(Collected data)

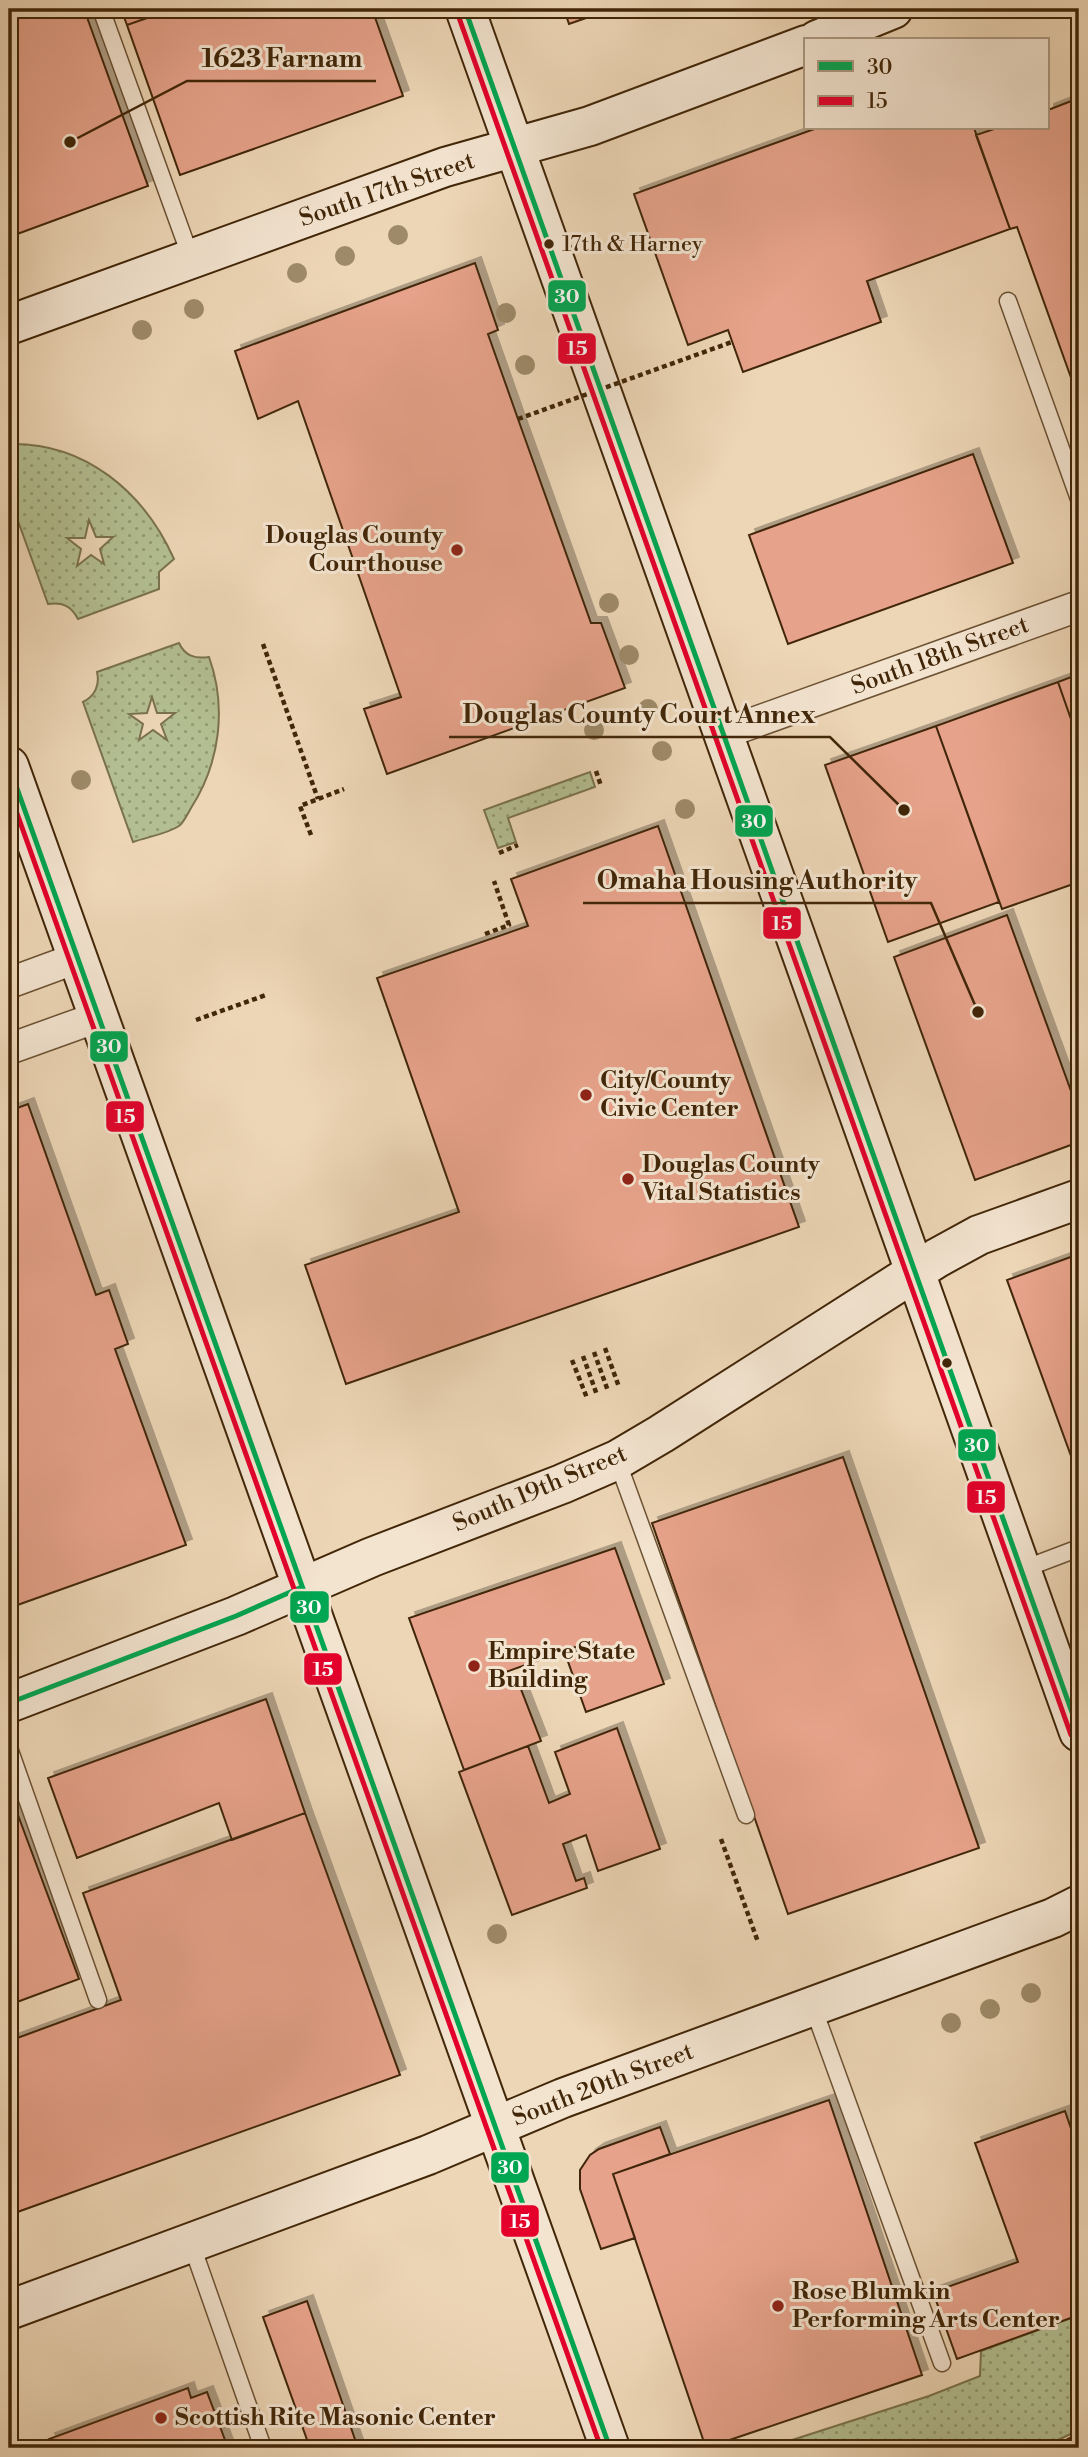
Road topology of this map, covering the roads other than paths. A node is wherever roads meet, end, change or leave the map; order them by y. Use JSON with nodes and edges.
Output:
{"nodes":[{"id":1,"x":101,"y":9,"type":"edge"},
{"id":2,"x":465,"y":9,"type":"edge"},
{"id":3,"x":893,"y":9,"type":"edge"},
{"id":4,"x":822,"y":38,"type":"edge"},
{"id":5,"x":804,"y":46,"type":"edge"},
{"id":6,"x":514,"y":149,"type":"junction"},
{"id":7,"x":191,"y":258,"type":"junction"},
{"id":8,"x":1008,"y":301,"type":"dead end"},
{"id":9,"x":9,"y":325,"type":"edge"},
{"id":10,"x":1079,"y":499,"type":"edge"},
{"id":11,"x":1079,"y":606,"type":"edge"},
{"id":12,"x":722,"y":734,"type":"junction"},
{"id":13,"x":9,"y":766,"type":"edge"},
{"id":14,"x":77,"y":958,"type":"junction"},
{"id":15,"x":9,"y":983,"type":"edge"},
{"id":16,"x":98,"y":1017,"type":"junction"},
{"id":17,"x":9,"y":1049,"type":"edge"},
{"id":18,"x":1079,"y":1199,"type":"edge"},
{"id":19,"x":914,"y":1271,"type":"junction"},
{"id":20,"x":617,"y":1460,"type":"junction"},
{"id":21,"x":1079,"y":1548,"type":"edge"},
{"id":22,"x":1021,"y":1570,"type":"junction"},
{"id":23,"x":302,"y":1587,"type":"junction"},
{"id":24,"x":9,"y":1703,"type":"edge"},
{"id":25,"x":1079,"y":1732,"type":"edge"},
{"id":26,"x":9,"y":1748,"type":"edge"},
{"id":27,"x":746,"y":1815,"type":"dead end"},
{"id":28,"x":1079,"y":1905,"type":"edge"},
{"id":29,"x":98,"y":2000,"type":"dead end"},
{"id":30,"x":813,"y":2007,"type":"junction"},
{"id":31,"x":495,"y":2127,"type":"junction"},
{"id":32,"x":191,"y":2243,"type":"junction"},
{"id":33,"x":9,"y":2310,"type":"edge"},
{"id":34,"x":942,"y":2363,"type":"dead end"},
{"id":35,"x":263,"y":2448,"type":"edge"},
{"id":36,"x":610,"y":2448,"type":"edge"}],
"edges":[{"from":1,"to":7,"type":"lane"},
{"from":2,"to":6,"type":"main road"},
{"from":3,"to":4,"type":"main road"},
{"from":5,"to":6,"type":"main road","name":"South 17th Street"},
{"from":6,"to":7,"type":"main road","name":"South 17th Street"},
{"from":6,"to":12,"type":"main road"},
{"from":7,"to":9,"type":"main road","name":"South 17th Street"},
{"from":8,"to":10,"type":"lane"},
{"from":11,"to":12,"type":"street","name":"South 18th Street"},
{"from":12,"to":19,"type":"main road"},
{"from":13,"to":14,"type":"main road"},
{"from":14,"to":15,"type":"street"},
{"from":14,"to":16,"type":"main road"},
{"from":16,"to":17,"type":"street"},
{"from":16,"to":23,"type":"main road"},
{"from":18,"to":19,"type":"main road","name":"South 19th Street"},
{"from":19,"to":20,"type":"main road","name":"South 19th Street"},
{"from":19,"to":22,"type":"main road"},
{"from":20,"to":23,"type":"main road","name":"South 19th Street"},
{"from":20,"to":27,"type":"lane"},
{"from":21,"to":22,"type":"lane"},
{"from":22,"to":25,"type":"main road"},
{"from":23,"to":24,"type":"main road","name":"South 19th Street"},
{"from":23,"to":31,"type":"main road"},
{"from":26,"to":29,"type":"lane"},
{"from":28,"to":30,"type":"main road","name":"South 20th Street"},
{"from":30,"to":31,"type":"main road","name":"South 20th Street"},
{"from":30,"to":34,"type":"lane"},
{"from":31,"to":32,"type":"main road","name":"South 20th Street"},
{"from":31,"to":36,"type":"main road"},
{"from":32,"to":33,"type":"main road","name":"South 20th Street"},
{"from":32,"to":35,"type":"lane"}]}
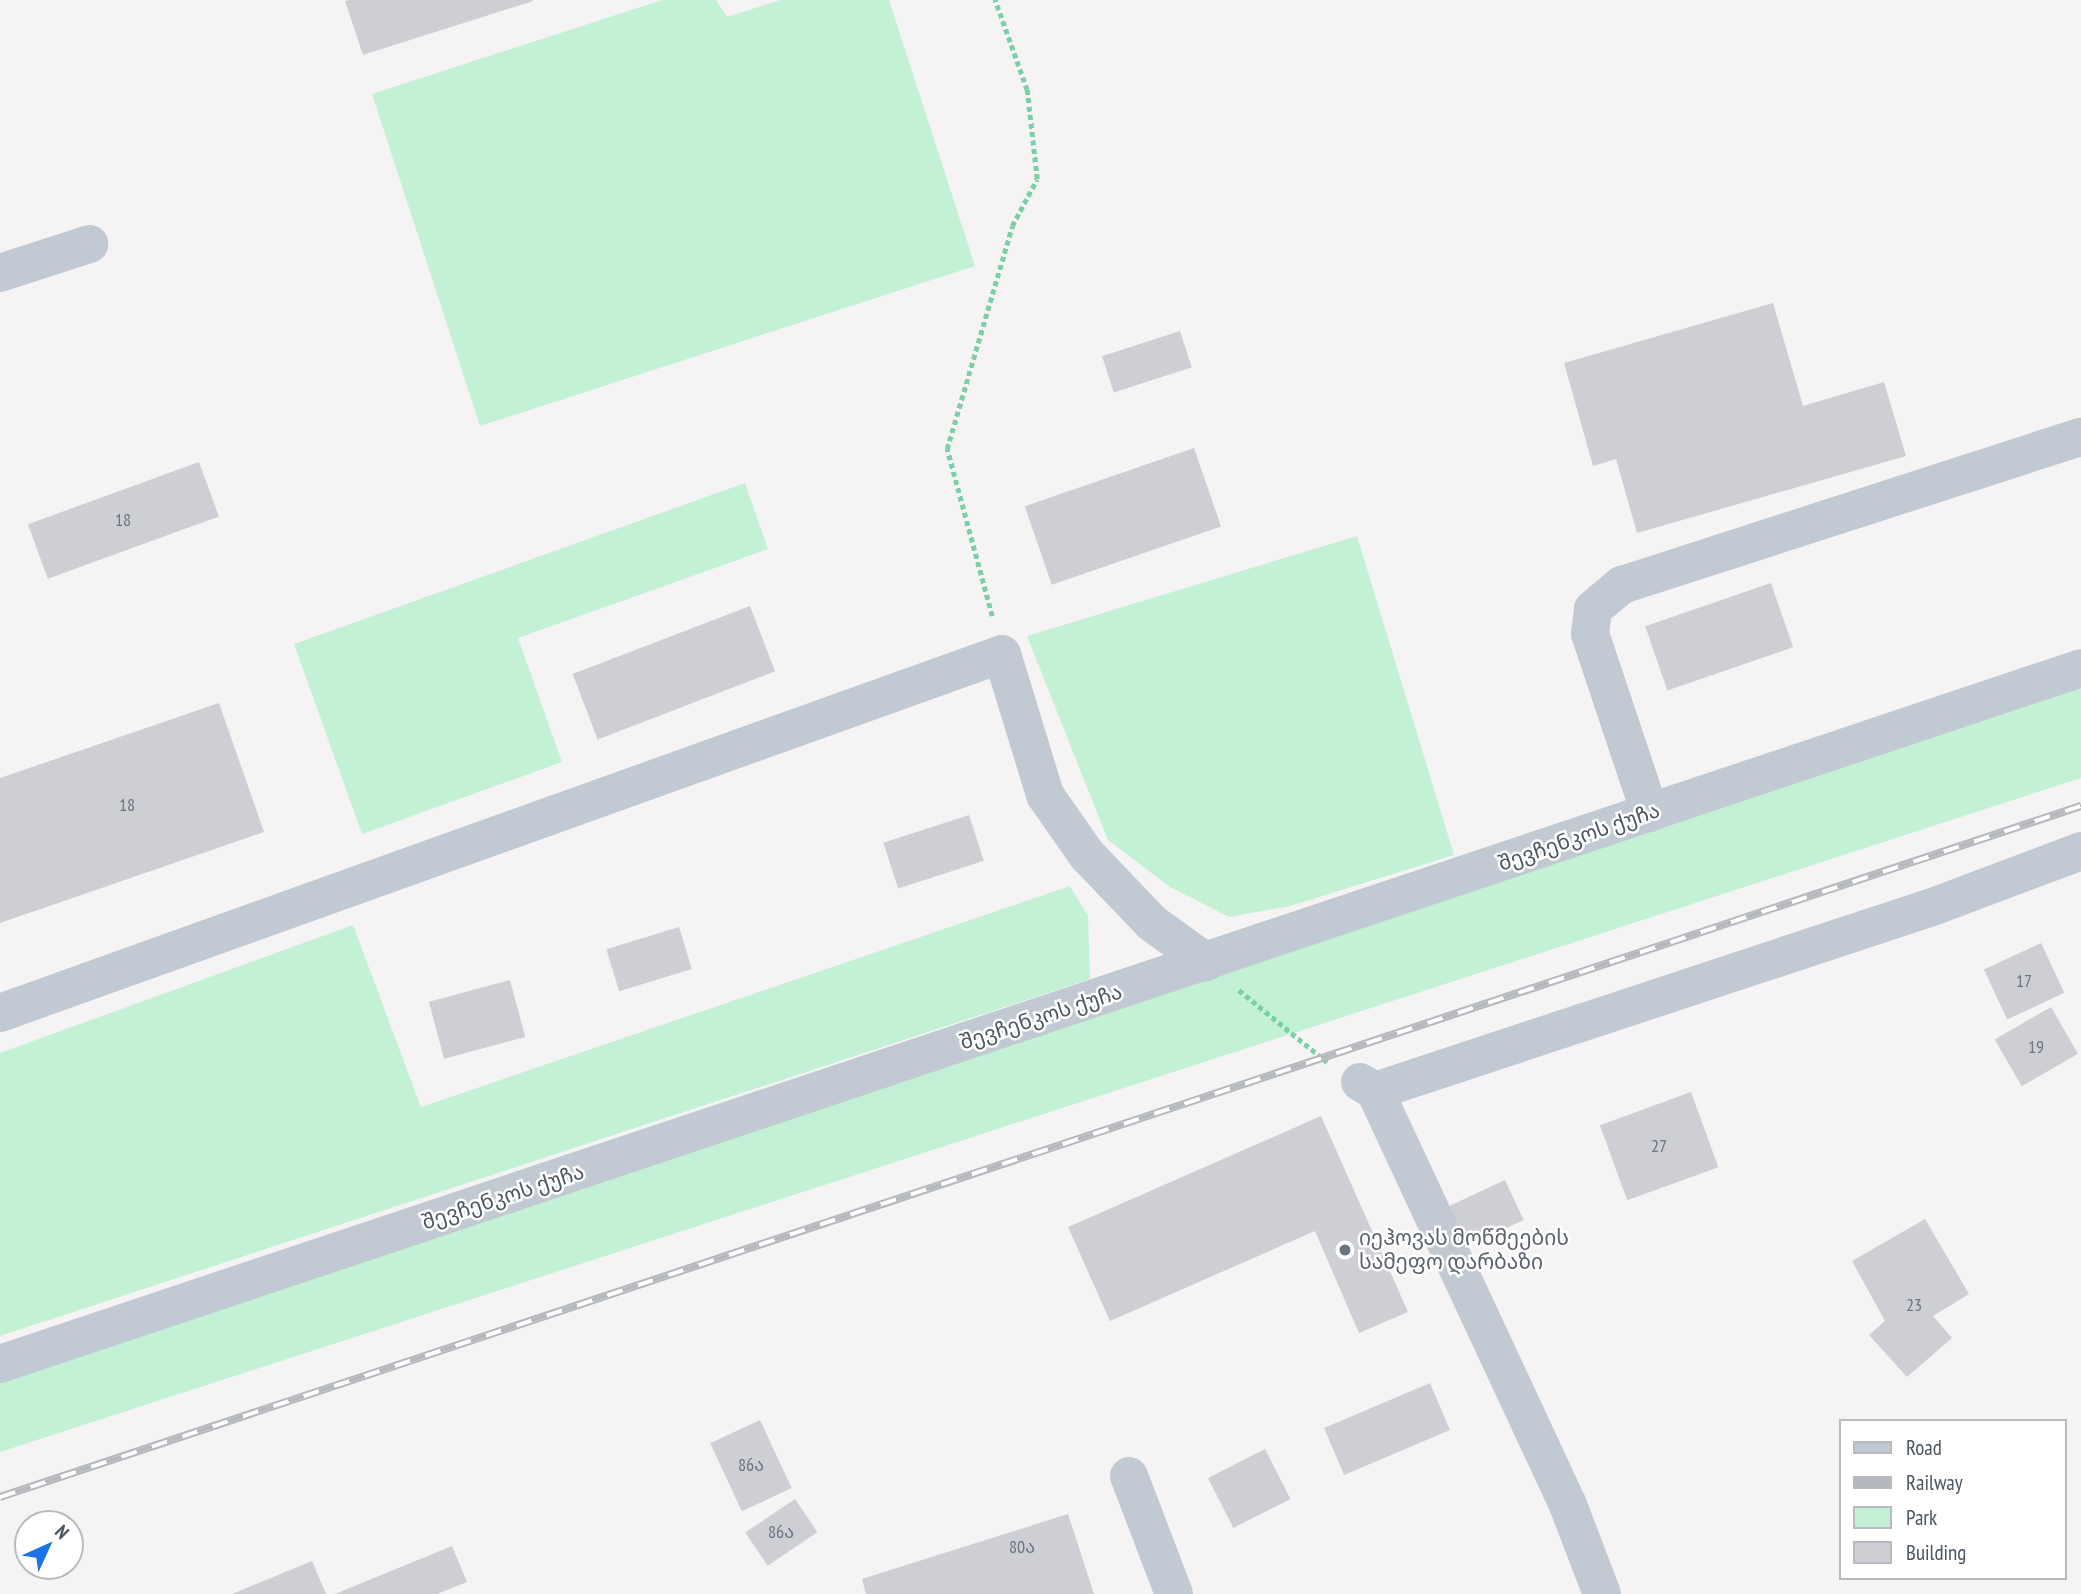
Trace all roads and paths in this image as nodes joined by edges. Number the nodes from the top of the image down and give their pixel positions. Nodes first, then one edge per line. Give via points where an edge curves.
1 (995, 0) edge
2 (89, 244) dead end
3 (0, 273) edge
4 (2081, 437) edge
5 (1002, 654) junction
6 (2081, 668) edge
7 (1650, 813) junction
8 (2081, 851) edge
9 (1206, 962) junction
10 (0, 1013) edge
11 (1367, 1087) junction
12 (0, 1364) edge
13 (1129, 1476) dead end
14 (1174, 1594) edge
15 (1602, 1594) edge

1 - 5 path via 1027,90 1037,179 1012,226 947,449
2 - 3 street
4 - 7 street via 1622,585 1593,609 1590,634
5 - 9 street via 1045,794 1087,855 1152,923
5 - 10 street
6 - 7 street, შევჩენკოს ქუჩა
7 - 9 street, შევჩენკოს ქუჩა
8 - 11 street via 1935,906
9 - 11 path via 1320,1058
9 - 12 street, შევჩენკოს ქუჩა
11 - 15 street via 1568,1505
13 - 14 street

WHAT YOU SHOULD DO: Every entry above, pictures excluded, needs to be duplicated exactly.

TASK ANSWER:
Road topology of this map, covering the roads other than paths. A node is wherever roads meet, end, change or leave the map; order them by y. Use JSON with nodes and edges.
Output:
{"nodes":[{"id":1,"x":101,"y":9,"type":"edge"},
{"id":2,"x":465,"y":9,"type":"edge"},
{"id":3,"x":893,"y":9,"type":"edge"},
{"id":4,"x":822,"y":38,"type":"edge"},
{"id":5,"x":804,"y":46,"type":"edge"},
{"id":6,"x":514,"y":149,"type":"junction"},
{"id":7,"x":191,"y":258,"type":"junction"},
{"id":8,"x":1008,"y":301,"type":"dead end"},
{"id":9,"x":9,"y":325,"type":"edge"},
{"id":10,"x":1079,"y":499,"type":"edge"},
{"id":11,"x":1079,"y":606,"type":"edge"},
{"id":12,"x":722,"y":734,"type":"junction"},
{"id":13,"x":9,"y":766,"type":"edge"},
{"id":14,"x":77,"y":958,"type":"junction"},
{"id":15,"x":9,"y":983,"type":"edge"},
{"id":16,"x":98,"y":1017,"type":"junction"},
{"id":17,"x":9,"y":1049,"type":"edge"},
{"id":18,"x":1079,"y":1199,"type":"edge"},
{"id":19,"x":914,"y":1271,"type":"junction"},
{"id":20,"x":617,"y":1460,"type":"junction"},
{"id":21,"x":1079,"y":1548,"type":"edge"},
{"id":22,"x":1021,"y":1570,"type":"junction"},
{"id":23,"x":302,"y":1587,"type":"junction"},
{"id":24,"x":9,"y":1703,"type":"edge"},
{"id":25,"x":1079,"y":1732,"type":"edge"},
{"id":26,"x":9,"y":1748,"type":"edge"},
{"id":27,"x":746,"y":1815,"type":"dead end"},
{"id":28,"x":1079,"y":1905,"type":"edge"},
{"id":29,"x":98,"y":2000,"type":"dead end"},
{"id":30,"x":813,"y":2007,"type":"junction"},
{"id":31,"x":495,"y":2127,"type":"junction"},
{"id":32,"x":191,"y":2243,"type":"junction"},
{"id":33,"x":9,"y":2310,"type":"edge"},
{"id":34,"x":942,"y":2363,"type":"dead end"},
{"id":35,"x":263,"y":2448,"type":"edge"},
{"id":36,"x":610,"y":2448,"type":"edge"}],
"edges":[{"from":1,"to":7,"type":"lane"},
{"from":2,"to":6,"type":"main road"},
{"from":3,"to":4,"type":"main road"},
{"from":5,"to":6,"type":"main road","name":"South 17th Street"},
{"from":6,"to":7,"type":"main road","name":"South 17th Street"},
{"from":6,"to":12,"type":"main road"},
{"from":7,"to":9,"type":"main road","name":"South 17th Street"},
{"from":8,"to":10,"type":"lane"},
{"from":11,"to":12,"type":"street","name":"South 18th Street"},
{"from":12,"to":19,"type":"main road"},
{"from":13,"to":14,"type":"main road"},
{"from":14,"to":15,"type":"street"},
{"from":14,"to":16,"type":"main road"},
{"from":16,"to":17,"type":"street"},
{"from":16,"to":23,"type":"main road"},
{"from":18,"to":19,"type":"main road","name":"South 19th Street"},
{"from":19,"to":20,"type":"main road","name":"South 19th Street"},
{"from":19,"to":22,"type":"main road"},
{"from":20,"to":23,"type":"main road","name":"South 19th Street"},
{"from":20,"to":27,"type":"lane"},
{"from":21,"to":22,"type":"lane"},
{"from":22,"to":25,"type":"main road"},
{"from":23,"to":24,"type":"main road","name":"South 19th Street"},
{"from":23,"to":31,"type":"main road"},
{"from":26,"to":29,"type":"lane"},
{"from":28,"to":30,"type":"main road","name":"South 20th Street"},
{"from":30,"to":31,"type":"main road","name":"South 20th Street"},
{"from":30,"to":34,"type":"lane"},
{"from":31,"to":32,"type":"main road","name":"South 20th Street"},
{"from":31,"to":36,"type":"main road"},
{"from":32,"to":33,"type":"main road","name":"South 20th Street"},
{"from":32,"to":35,"type":"lane"}]}
Trace all roads and paths in this image as nodes joined by edges. Number the nodes from the top of the image down and give their pixel positions. Nodes first, then one edge per line. Give via points where an edge curves.
1 (995, 0) edge
2 (89, 244) dead end
3 (0, 273) edge
4 (2081, 437) edge
5 (1002, 654) junction
6 (2081, 668) edge
7 (1650, 813) junction
8 (2081, 851) edge
9 (1206, 962) junction
10 (0, 1013) edge
11 (1367, 1087) junction
12 (0, 1364) edge
13 (1129, 1476) dead end
14 (1174, 1594) edge
15 (1602, 1594) edge

1 - 5 path via 1027,90 1037,179 1012,226 947,449
2 - 3 street
4 - 7 street via 1622,585 1593,609 1590,634
5 - 9 street via 1045,794 1087,855 1152,923
5 - 10 street
6 - 7 street, შევჩენკოს ქუჩა
7 - 9 street, შევჩენკოს ქუჩა
8 - 11 street via 1935,906
9 - 11 path via 1320,1058
9 - 12 street, შევჩენკოს ქუჩა
11 - 15 street via 1568,1505
13 - 14 street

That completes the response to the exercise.